• **Try it**
Only the lines from the one containing "index mcp: (323, 284)" to the end of the records belong in the output; print them exactly.

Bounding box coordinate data
——

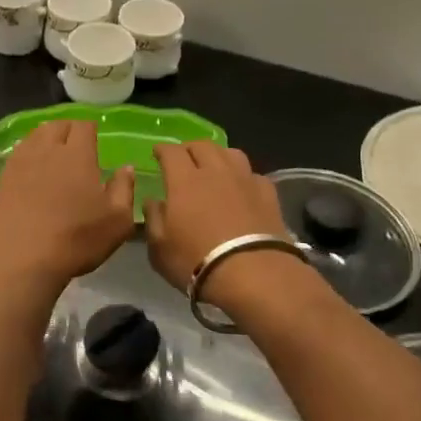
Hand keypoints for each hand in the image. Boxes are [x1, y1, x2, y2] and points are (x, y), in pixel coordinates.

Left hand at [0, 120, 135, 297]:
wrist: (23, 260)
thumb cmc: (76, 240)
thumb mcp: (117, 221)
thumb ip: (124, 189)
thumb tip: (126, 168)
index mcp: (77, 155)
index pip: (83, 126)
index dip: (90, 128)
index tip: (95, 138)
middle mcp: (47, 150)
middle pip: (57, 125)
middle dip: (68, 129)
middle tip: (75, 144)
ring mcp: (21, 163)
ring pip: (34, 136)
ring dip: (46, 138)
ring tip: (53, 152)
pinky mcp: (4, 178)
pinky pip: (18, 153)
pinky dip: (28, 153)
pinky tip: (32, 168)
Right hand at [143, 143, 292, 297]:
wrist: (253, 275)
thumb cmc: (196, 261)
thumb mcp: (159, 248)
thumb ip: (153, 219)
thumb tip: (152, 201)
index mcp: (184, 180)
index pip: (171, 152)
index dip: (162, 149)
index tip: (156, 153)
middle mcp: (215, 172)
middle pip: (202, 146)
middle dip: (189, 148)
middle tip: (183, 159)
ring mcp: (245, 180)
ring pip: (231, 153)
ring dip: (218, 155)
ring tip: (213, 167)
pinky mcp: (268, 194)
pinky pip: (252, 174)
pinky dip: (242, 176)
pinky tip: (241, 188)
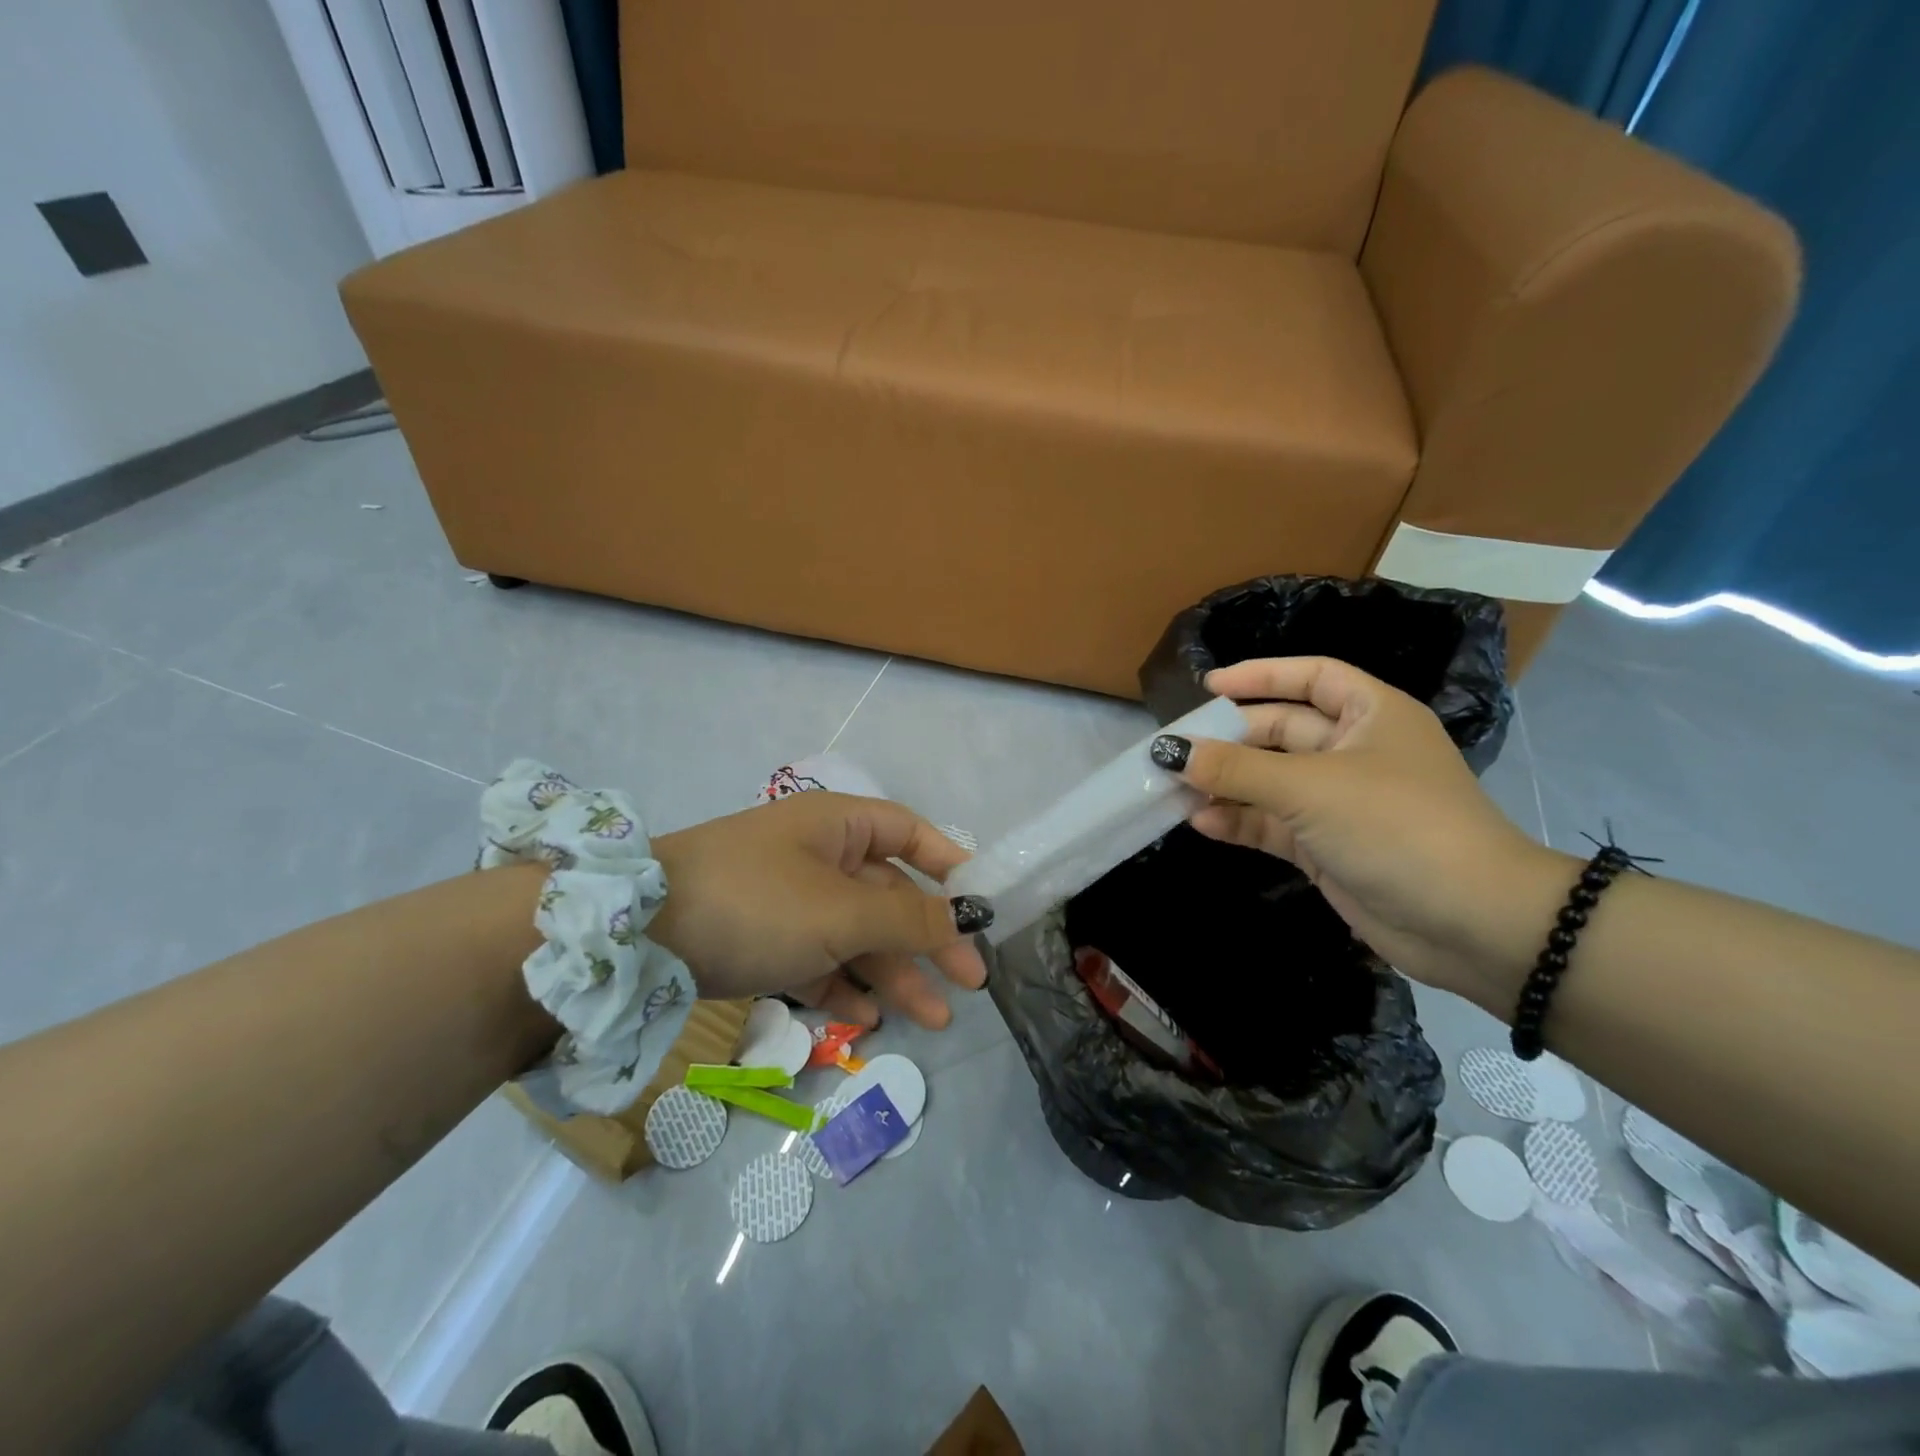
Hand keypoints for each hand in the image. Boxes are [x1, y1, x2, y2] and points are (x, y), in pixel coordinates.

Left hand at [646, 792, 992, 1028]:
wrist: (635, 938)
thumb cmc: (755, 903)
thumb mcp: (841, 912)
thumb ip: (908, 919)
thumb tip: (966, 919)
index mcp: (837, 826)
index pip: (909, 832)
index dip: (949, 864)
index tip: (982, 906)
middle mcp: (817, 856)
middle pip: (889, 894)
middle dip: (929, 938)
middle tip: (970, 982)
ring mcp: (789, 900)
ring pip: (857, 934)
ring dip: (895, 973)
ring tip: (934, 1019)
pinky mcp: (763, 940)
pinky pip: (818, 960)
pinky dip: (845, 986)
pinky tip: (868, 1018)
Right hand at [1157, 657, 1565, 1000]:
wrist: (1471, 924)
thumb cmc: (1397, 826)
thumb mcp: (1311, 787)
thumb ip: (1236, 769)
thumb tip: (1169, 751)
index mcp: (1371, 716)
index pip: (1311, 677)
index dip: (1261, 675)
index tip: (1208, 686)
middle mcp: (1355, 752)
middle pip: (1279, 732)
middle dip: (1228, 741)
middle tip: (1175, 751)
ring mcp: (1339, 803)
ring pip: (1269, 781)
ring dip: (1225, 785)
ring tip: (1174, 790)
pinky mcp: (1326, 847)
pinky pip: (1272, 824)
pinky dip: (1239, 822)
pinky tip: (1201, 823)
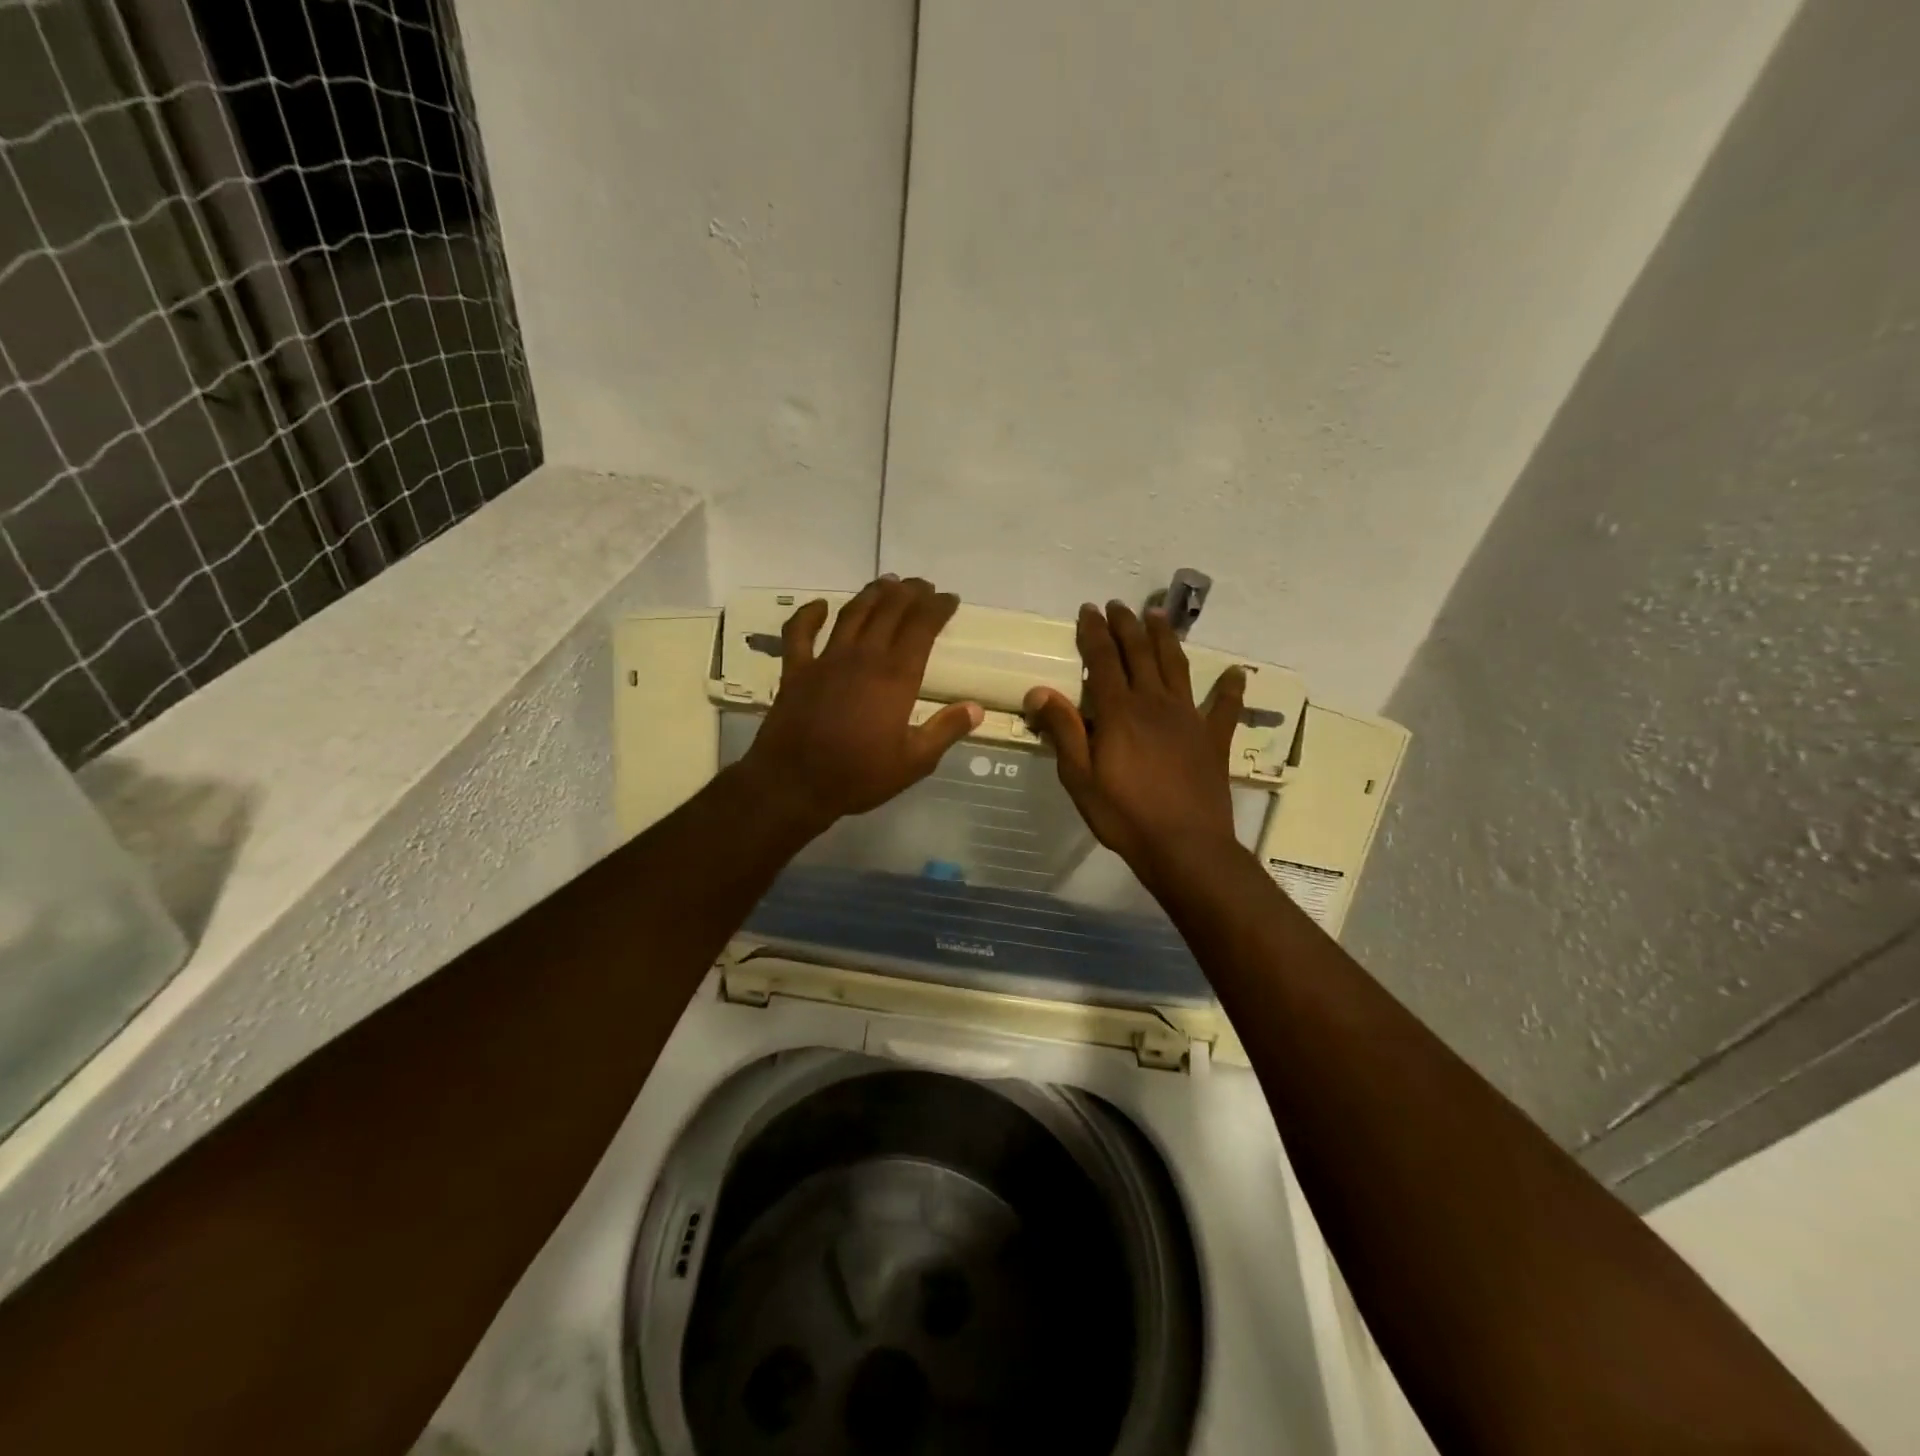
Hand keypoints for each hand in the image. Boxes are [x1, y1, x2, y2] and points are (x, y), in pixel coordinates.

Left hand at [738, 576, 983, 835]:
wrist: (794, 784)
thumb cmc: (859, 776)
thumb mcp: (914, 762)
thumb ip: (946, 730)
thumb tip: (977, 708)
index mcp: (896, 677)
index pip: (921, 627)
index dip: (937, 607)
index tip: (949, 598)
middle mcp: (863, 657)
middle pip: (889, 611)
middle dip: (909, 593)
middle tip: (922, 585)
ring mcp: (826, 660)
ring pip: (852, 614)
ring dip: (871, 594)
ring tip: (886, 582)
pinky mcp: (796, 670)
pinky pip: (799, 633)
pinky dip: (808, 615)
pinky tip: (819, 606)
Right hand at [1024, 601, 1245, 883]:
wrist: (1185, 846)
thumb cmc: (1124, 815)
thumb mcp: (1079, 778)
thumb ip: (1063, 731)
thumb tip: (1039, 691)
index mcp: (1119, 711)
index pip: (1102, 660)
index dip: (1094, 632)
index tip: (1088, 610)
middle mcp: (1154, 703)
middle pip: (1140, 653)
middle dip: (1127, 626)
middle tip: (1118, 605)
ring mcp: (1189, 718)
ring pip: (1176, 666)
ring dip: (1166, 638)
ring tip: (1158, 616)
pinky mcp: (1213, 738)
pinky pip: (1224, 706)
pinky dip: (1230, 688)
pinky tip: (1235, 673)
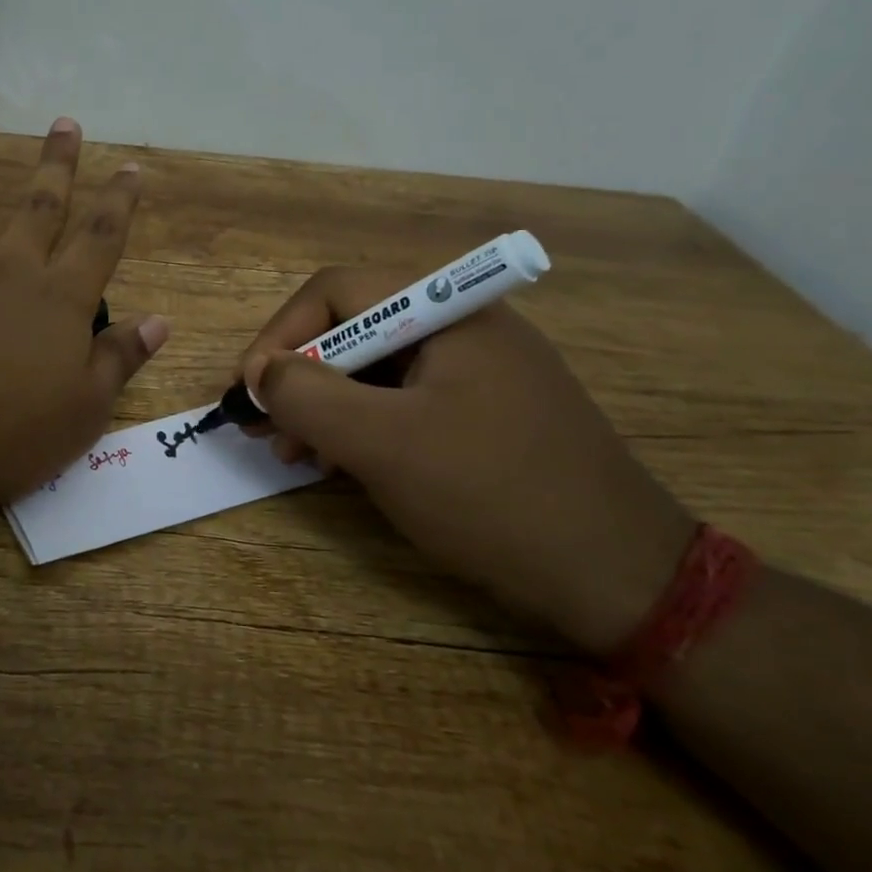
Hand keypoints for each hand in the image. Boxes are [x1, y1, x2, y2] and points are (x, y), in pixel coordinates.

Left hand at [0, 116, 169, 512]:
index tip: (129, 169)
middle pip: (39, 207)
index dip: (118, 203)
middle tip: (65, 123)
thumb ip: (119, 361)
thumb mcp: (83, 412)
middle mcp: (7, 270)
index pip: (99, 240)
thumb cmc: (6, 434)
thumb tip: (160, 322)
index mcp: (58, 300)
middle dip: (56, 164)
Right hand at [239, 270, 692, 653]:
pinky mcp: (486, 412)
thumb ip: (307, 396)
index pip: (337, 291)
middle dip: (300, 377)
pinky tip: (343, 464)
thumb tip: (259, 372)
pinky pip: (404, 401)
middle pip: (353, 328)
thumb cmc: (493, 495)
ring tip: (296, 454)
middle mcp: (464, 326)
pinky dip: (362, 426)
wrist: (622, 579)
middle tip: (267, 428)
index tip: (249, 390)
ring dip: (325, 405)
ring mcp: (479, 370)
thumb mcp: (382, 443)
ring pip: (374, 369)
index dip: (281, 335)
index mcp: (448, 311)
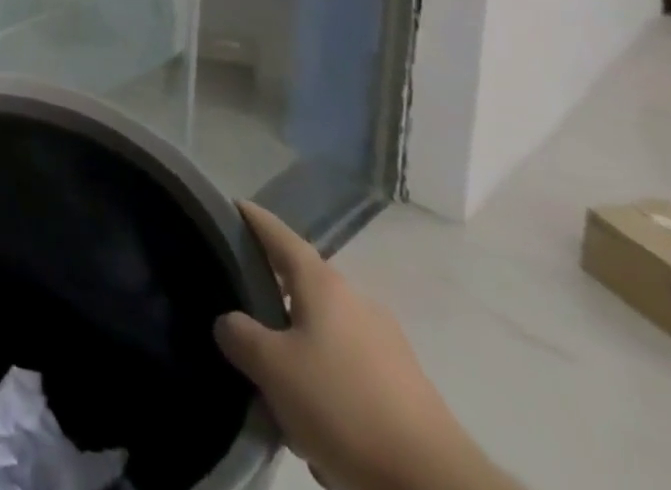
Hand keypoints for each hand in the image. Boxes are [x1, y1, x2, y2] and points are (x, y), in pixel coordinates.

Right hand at [215, 203, 503, 489]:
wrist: (440, 488)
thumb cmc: (345, 407)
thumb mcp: (272, 368)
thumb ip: (239, 335)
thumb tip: (231, 323)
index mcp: (323, 284)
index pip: (278, 234)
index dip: (251, 218)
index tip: (229, 207)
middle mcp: (356, 302)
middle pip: (300, 289)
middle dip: (271, 306)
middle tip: (242, 329)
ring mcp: (387, 346)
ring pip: (323, 339)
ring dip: (299, 360)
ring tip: (280, 399)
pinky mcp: (406, 390)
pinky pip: (349, 376)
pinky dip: (328, 394)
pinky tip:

——

• **Reply to the exercise**
index mcp: (323, 284)
index pip: (278, 234)
index dip: (251, 218)
index tip: (229, 207)
middle mcp: (356, 302)
middle pip: (300, 289)
middle dip: (271, 306)
middle tip: (242, 329)
ring mcp: (387, 346)
ring pip: (323, 339)
ring dip: (299, 360)
ring tip: (280, 399)
pinky mcp: (406, 390)
pinky pip: (349, 376)
pinky dip: (328, 394)
pinky tip:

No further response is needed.